== Segment start ==

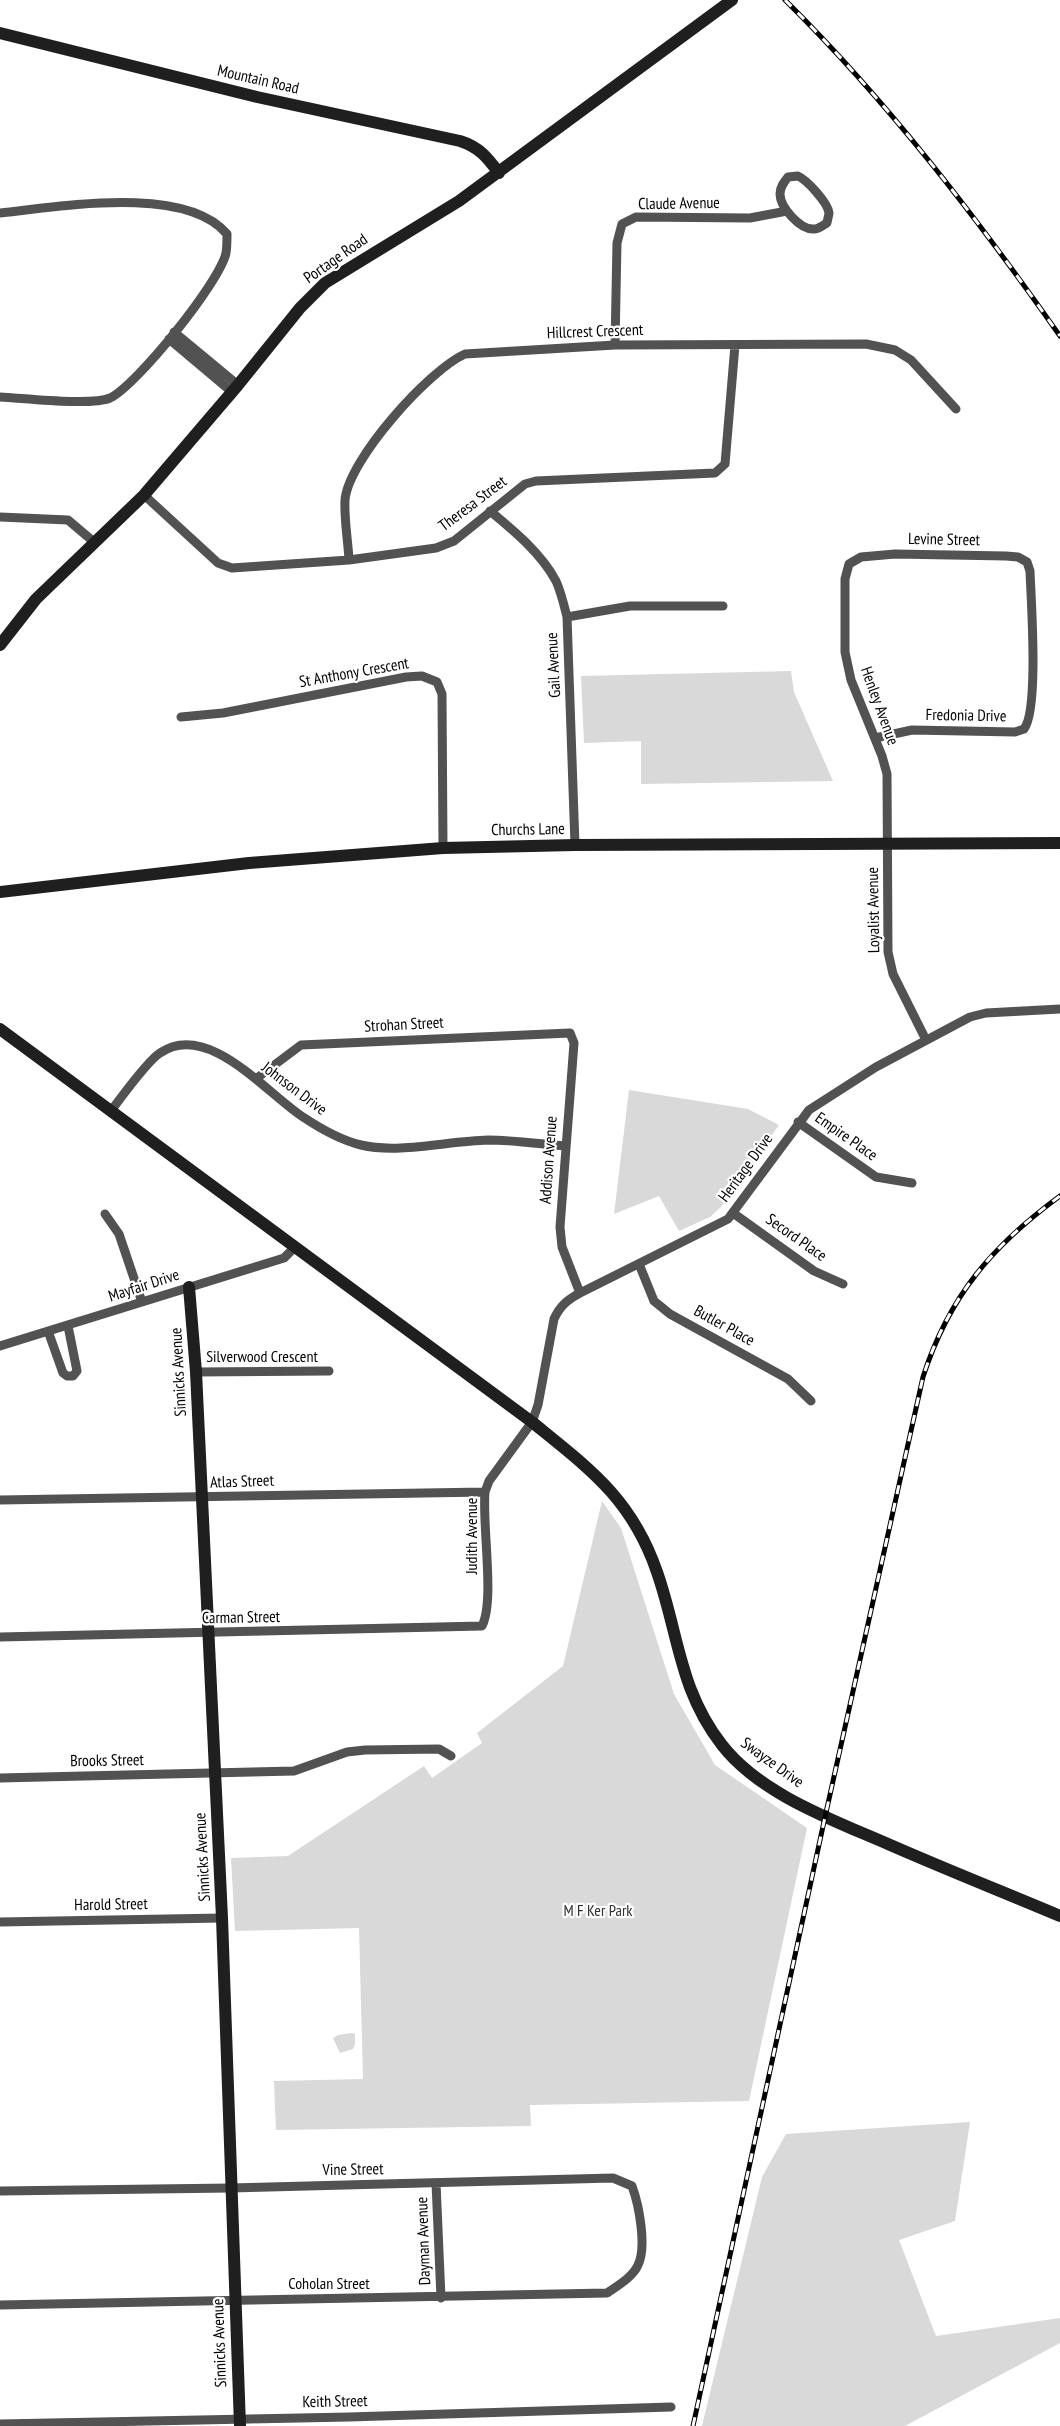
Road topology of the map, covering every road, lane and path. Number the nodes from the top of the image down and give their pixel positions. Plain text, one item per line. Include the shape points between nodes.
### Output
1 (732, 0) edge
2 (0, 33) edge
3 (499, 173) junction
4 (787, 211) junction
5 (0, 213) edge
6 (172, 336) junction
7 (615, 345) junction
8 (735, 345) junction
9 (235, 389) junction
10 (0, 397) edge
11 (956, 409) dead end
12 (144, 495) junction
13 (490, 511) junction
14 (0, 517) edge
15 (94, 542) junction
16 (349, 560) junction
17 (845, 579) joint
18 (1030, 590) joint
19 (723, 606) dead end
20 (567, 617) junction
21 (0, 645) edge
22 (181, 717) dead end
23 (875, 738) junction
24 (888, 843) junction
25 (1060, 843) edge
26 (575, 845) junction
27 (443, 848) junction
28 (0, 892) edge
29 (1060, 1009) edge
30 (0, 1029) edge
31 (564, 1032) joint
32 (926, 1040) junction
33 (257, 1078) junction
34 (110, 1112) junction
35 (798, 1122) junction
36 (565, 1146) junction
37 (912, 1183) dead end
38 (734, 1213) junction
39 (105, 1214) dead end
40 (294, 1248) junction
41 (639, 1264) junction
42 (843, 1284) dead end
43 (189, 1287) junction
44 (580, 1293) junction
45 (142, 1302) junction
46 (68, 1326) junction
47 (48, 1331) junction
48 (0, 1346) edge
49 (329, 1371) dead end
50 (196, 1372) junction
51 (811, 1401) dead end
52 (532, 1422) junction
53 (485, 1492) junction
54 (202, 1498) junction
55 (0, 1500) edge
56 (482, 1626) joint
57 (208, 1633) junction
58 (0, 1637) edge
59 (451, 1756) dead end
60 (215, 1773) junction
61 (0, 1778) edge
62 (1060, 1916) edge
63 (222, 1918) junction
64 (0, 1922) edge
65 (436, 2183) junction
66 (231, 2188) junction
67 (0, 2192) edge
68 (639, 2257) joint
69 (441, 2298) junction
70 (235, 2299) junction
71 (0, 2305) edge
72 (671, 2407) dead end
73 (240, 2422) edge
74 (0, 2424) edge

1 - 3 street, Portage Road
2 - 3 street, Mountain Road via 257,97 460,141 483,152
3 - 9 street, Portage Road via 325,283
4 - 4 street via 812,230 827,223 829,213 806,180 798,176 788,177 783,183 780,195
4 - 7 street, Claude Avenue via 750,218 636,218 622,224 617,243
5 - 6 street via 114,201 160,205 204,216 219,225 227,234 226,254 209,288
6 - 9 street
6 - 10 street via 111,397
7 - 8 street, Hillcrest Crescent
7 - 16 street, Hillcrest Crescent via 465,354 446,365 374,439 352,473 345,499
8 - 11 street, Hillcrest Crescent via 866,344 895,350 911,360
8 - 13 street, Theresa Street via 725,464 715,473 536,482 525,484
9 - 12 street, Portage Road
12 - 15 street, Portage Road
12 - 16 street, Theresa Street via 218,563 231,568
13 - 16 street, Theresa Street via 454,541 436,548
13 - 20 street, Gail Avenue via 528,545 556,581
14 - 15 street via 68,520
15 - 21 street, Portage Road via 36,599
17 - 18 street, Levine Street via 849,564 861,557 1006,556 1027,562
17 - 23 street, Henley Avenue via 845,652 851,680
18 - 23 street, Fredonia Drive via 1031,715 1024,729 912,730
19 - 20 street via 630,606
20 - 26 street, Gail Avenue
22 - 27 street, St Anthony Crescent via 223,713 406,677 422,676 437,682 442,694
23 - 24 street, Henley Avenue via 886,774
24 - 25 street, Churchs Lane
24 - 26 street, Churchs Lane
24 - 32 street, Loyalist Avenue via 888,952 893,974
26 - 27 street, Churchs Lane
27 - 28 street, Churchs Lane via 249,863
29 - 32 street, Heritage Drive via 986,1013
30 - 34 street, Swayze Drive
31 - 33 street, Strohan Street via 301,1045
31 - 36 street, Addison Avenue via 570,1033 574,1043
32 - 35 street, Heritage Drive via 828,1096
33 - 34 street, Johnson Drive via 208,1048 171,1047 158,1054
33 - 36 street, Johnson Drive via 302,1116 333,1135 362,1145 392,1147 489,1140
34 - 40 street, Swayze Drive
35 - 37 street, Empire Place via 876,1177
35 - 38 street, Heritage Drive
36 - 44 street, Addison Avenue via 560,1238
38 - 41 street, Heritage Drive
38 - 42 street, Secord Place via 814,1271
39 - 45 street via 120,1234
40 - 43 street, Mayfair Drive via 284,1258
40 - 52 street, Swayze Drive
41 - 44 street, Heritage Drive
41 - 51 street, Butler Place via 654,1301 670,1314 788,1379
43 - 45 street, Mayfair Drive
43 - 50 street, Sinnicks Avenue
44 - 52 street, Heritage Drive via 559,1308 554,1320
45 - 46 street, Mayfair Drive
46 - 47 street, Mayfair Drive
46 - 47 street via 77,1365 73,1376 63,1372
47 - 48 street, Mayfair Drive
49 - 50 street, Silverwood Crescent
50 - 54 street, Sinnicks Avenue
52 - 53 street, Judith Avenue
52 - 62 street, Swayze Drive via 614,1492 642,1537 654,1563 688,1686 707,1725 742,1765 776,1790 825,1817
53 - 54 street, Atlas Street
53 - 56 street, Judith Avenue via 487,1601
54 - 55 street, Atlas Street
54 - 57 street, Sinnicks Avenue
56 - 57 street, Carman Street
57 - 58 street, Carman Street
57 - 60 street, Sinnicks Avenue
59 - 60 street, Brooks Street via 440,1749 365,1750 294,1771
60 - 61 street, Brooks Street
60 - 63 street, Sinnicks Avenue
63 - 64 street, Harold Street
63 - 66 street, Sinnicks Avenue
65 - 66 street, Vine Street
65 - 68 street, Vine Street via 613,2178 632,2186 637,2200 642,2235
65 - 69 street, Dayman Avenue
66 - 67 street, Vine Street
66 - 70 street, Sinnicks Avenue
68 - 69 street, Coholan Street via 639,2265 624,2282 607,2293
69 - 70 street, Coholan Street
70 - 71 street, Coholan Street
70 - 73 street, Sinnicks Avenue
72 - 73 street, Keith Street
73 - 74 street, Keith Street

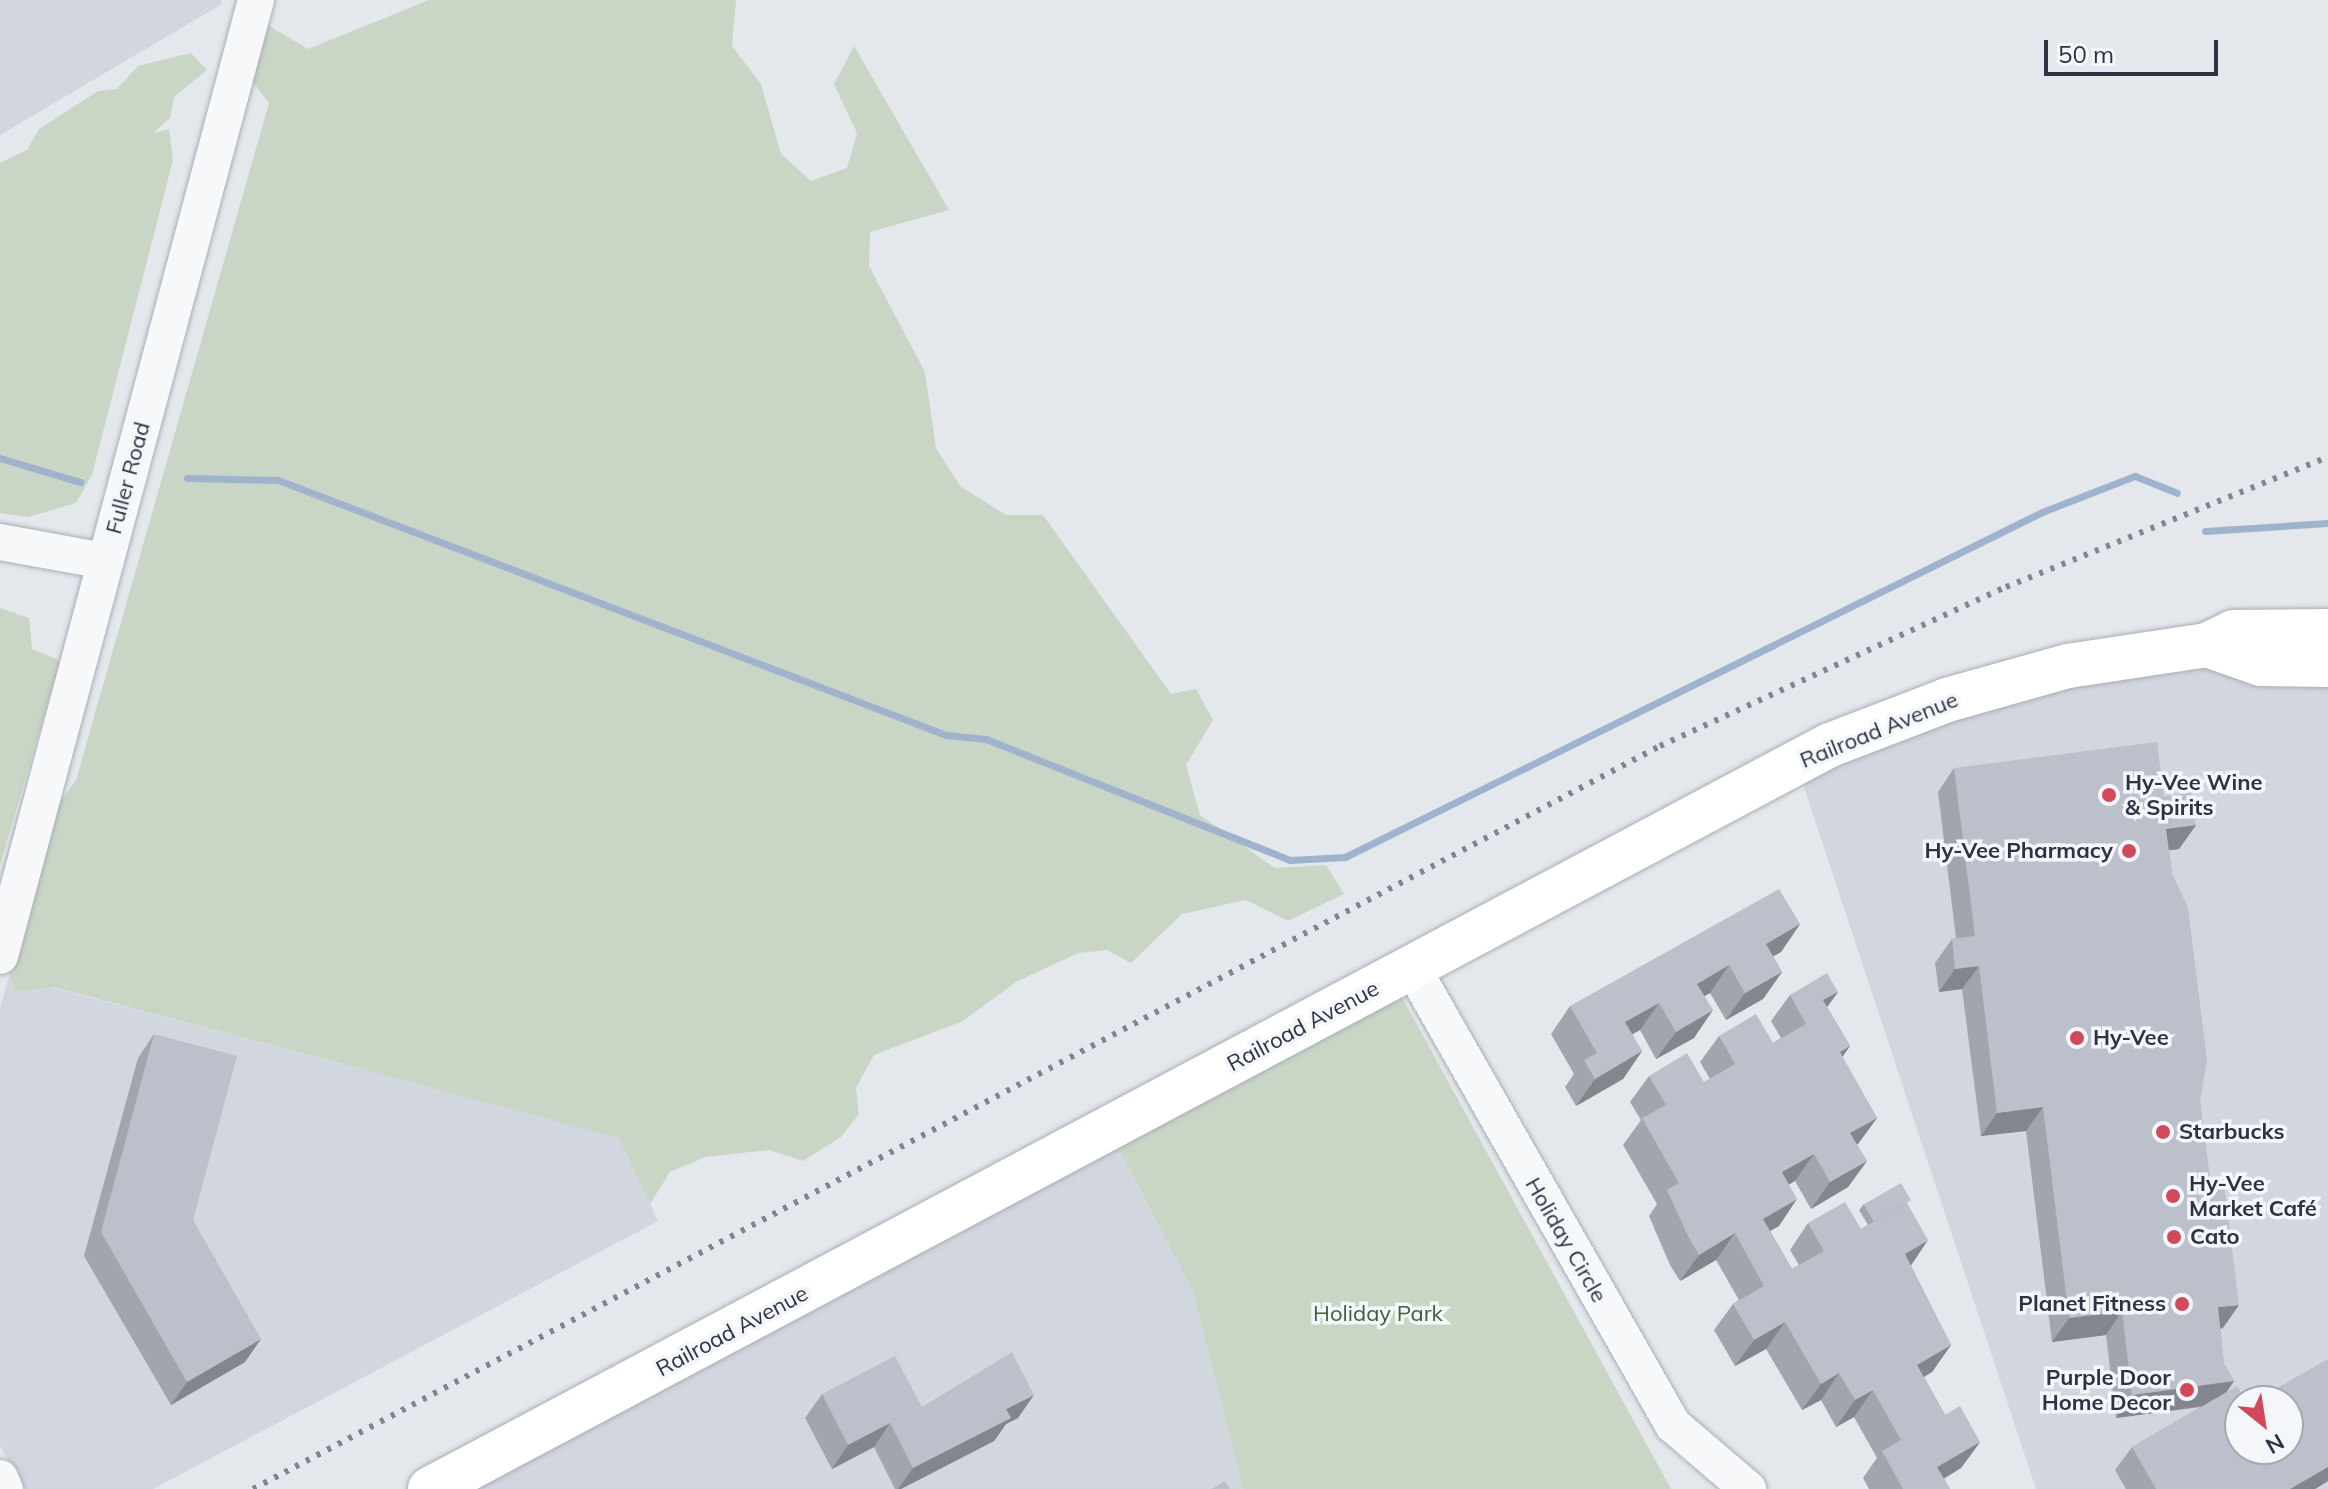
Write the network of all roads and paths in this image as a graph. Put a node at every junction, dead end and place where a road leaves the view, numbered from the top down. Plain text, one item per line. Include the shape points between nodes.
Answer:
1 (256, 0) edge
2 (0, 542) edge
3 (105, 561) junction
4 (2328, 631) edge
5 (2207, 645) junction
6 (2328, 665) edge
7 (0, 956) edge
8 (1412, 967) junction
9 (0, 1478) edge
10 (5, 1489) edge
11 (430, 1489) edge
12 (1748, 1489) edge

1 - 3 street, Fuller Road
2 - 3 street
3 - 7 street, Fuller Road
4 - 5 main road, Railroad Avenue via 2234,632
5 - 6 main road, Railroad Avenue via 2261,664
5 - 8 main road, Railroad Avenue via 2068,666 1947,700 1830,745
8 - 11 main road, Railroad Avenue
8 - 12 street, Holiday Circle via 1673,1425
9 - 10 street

== Segment end ==

Examine the listing and count its lines containing the word "between". State the count alone.

- RESULT OF THIS TASK
2